REQUIREMENT:
Could you transcribe exactly the lines below, from the line with "Please list the" through the line with "I need the junctions", and nothing else, leaving out the pictures?

Segment Start: DATASET RECORDS

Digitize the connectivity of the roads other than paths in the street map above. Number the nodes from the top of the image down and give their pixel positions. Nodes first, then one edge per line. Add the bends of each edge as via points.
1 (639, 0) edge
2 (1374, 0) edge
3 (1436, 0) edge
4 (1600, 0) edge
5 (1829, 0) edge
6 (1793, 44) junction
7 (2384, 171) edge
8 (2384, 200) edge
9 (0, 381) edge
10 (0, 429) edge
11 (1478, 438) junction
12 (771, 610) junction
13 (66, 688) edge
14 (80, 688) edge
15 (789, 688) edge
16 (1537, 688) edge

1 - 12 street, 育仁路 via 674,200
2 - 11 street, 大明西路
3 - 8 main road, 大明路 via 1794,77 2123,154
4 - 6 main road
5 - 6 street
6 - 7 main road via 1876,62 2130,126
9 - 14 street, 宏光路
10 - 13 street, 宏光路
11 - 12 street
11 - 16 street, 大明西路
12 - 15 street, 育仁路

Segment End: DATASET RECORDS
Segment Start: DATASET RECORDS

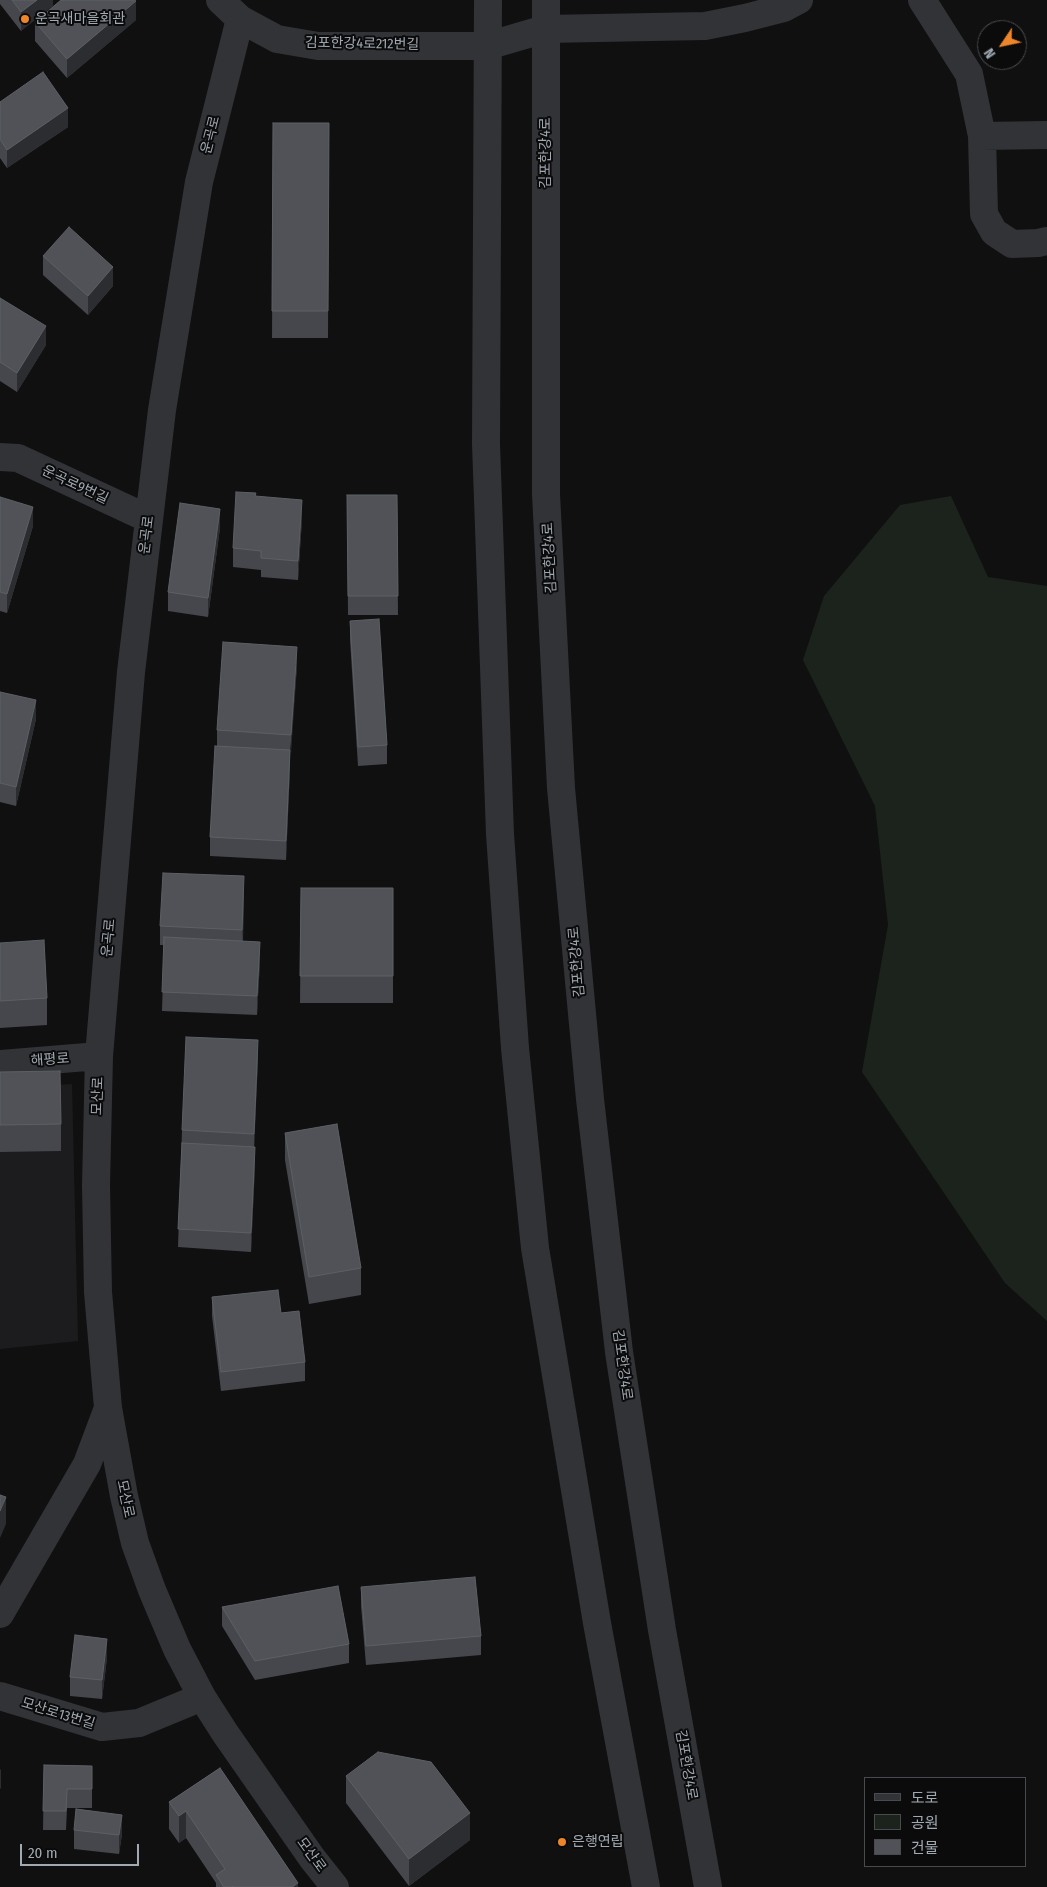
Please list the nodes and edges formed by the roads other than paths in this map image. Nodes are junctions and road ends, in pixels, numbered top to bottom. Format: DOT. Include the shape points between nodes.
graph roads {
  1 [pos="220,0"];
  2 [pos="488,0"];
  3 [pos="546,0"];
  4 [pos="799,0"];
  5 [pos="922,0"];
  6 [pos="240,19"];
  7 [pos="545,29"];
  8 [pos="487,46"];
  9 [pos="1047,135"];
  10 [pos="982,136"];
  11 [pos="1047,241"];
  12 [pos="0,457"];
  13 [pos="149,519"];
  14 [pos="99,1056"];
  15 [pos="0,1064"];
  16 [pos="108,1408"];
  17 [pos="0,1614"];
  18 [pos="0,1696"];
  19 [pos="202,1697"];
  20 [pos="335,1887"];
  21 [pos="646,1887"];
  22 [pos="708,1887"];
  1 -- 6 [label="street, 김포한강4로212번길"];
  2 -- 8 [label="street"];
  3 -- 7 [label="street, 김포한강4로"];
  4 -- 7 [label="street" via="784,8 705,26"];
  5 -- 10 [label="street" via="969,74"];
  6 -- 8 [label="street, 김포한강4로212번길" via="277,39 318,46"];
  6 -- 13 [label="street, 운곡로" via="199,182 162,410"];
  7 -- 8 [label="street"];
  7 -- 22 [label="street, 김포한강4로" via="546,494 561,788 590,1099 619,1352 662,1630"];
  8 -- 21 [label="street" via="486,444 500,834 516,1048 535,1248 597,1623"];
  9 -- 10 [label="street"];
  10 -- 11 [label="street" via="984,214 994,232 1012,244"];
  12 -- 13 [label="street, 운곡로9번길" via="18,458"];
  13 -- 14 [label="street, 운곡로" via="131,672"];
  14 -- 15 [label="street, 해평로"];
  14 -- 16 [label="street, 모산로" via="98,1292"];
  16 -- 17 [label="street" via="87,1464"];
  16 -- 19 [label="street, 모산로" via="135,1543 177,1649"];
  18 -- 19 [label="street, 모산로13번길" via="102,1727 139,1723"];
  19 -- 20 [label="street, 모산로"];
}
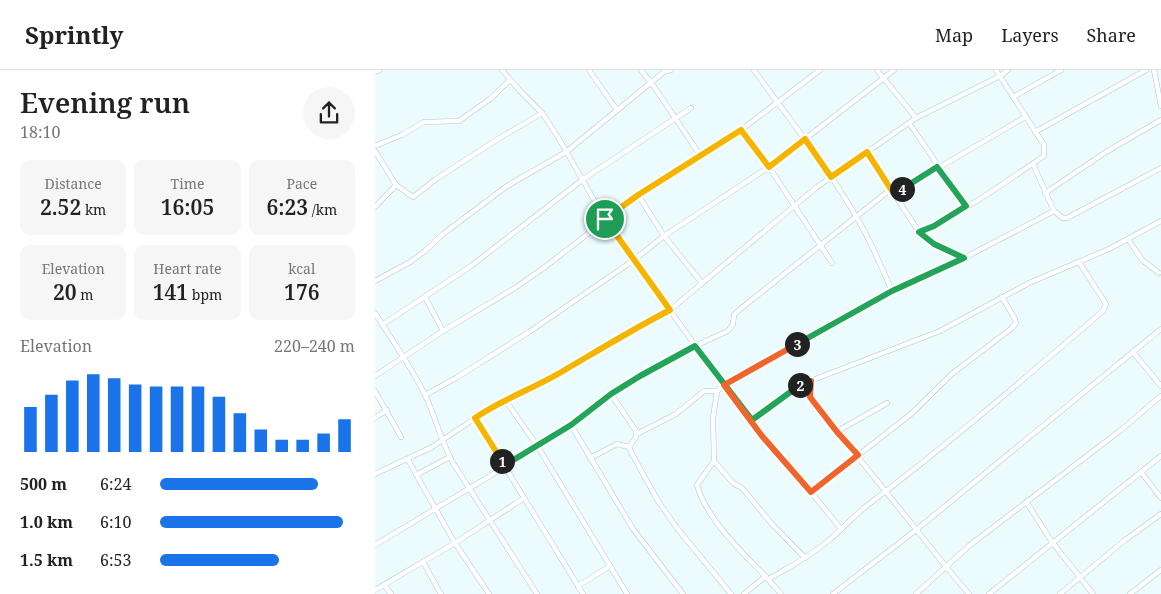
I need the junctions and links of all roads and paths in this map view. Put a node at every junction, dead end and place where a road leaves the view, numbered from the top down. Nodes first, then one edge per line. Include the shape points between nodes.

Segment End: DATASET RECORDS

FINISHED EXERCISE:
Please list the nodes and edges formed by the roads other than paths in this map image. Nodes are junctions and road ends, in pixels, numbered top to bottom. Format: DOT. Include the shape points between nodes.
graph roads {
  1 [pos="220,0"];
  2 [pos="488,0"];
  3 [pos="546,0"];
  4 [pos="799,0"];
  5 [pos="922,0"];
  6 [pos="240,19"];
  7 [pos="545,29"];
  8 [pos="487,46"];
  9 [pos="1047,135"];
  10 [pos="982,136"];
  11 [pos="1047,241"];
  12 [pos="0,457"];
  13 [pos="149,519"];
  14 [pos="99,1056"];
  15 [pos="0,1064"];
  16 [pos="108,1408"];
  17 [pos="0,1614"];
  18 [pos="0,1696"];
  19 [pos="202,1697"];
  20 [pos="335,1887"];
  21 [pos="646,1887"];
  22 [pos="708,1887"];
  1 -- 6 [label="street, 김포한강4로212번길"];
  2 -- 8 [label="street"];
  3 -- 7 [label="street, 김포한강4로"];
  4 -- 7 [label="street" via="784,8 705,26"];
  5 -- 10 [label="street" via="969,74"];
  6 -- 8 [label="street, 김포한강4로212번길" via="277,39 318,46"];
  6 -- 13 [label="street, 운곡로" via="199,182 162,410"];
  7 -- 8 [label="street"];
  7 -- 22 [label="street, 김포한강4로" via="546,494 561,788 590,1099 619,1352 662,1630"];
  8 -- 21 [label="street" via="486,444 500,834 516,1048 535,1248 597,1623"];
  9 -- 10 [label="street"];
  10 -- 11 [label="street" via="984,214 994,232 1012,244"];
  12 -- 13 [label="street, 운곡로9번길" via="18,458"];
  13 -- 14 [label="street, 운곡로" via="131,672"];
  14 -- 15 [label="street, 해평로"];
  14 -- 16 [label="street, 모산로" via="98,1292"];
  16 -- 17 [label="street" via="87,1464"];
  16 -- 19 [label="street, 모산로" via="135,1543 177,1649"];
  18 -- 19 [label="street, 모산로13번길" via="102,1727 139,1723"];
  19 -- 20 [label="street, 모산로"];
}
I need the junctions and links of all roads and paths in this map view. Put a node at every junction, dead end and place where a road leaves the view, numbered from the top down. Nodes first, then one edge per line. Include the shape points between nodes.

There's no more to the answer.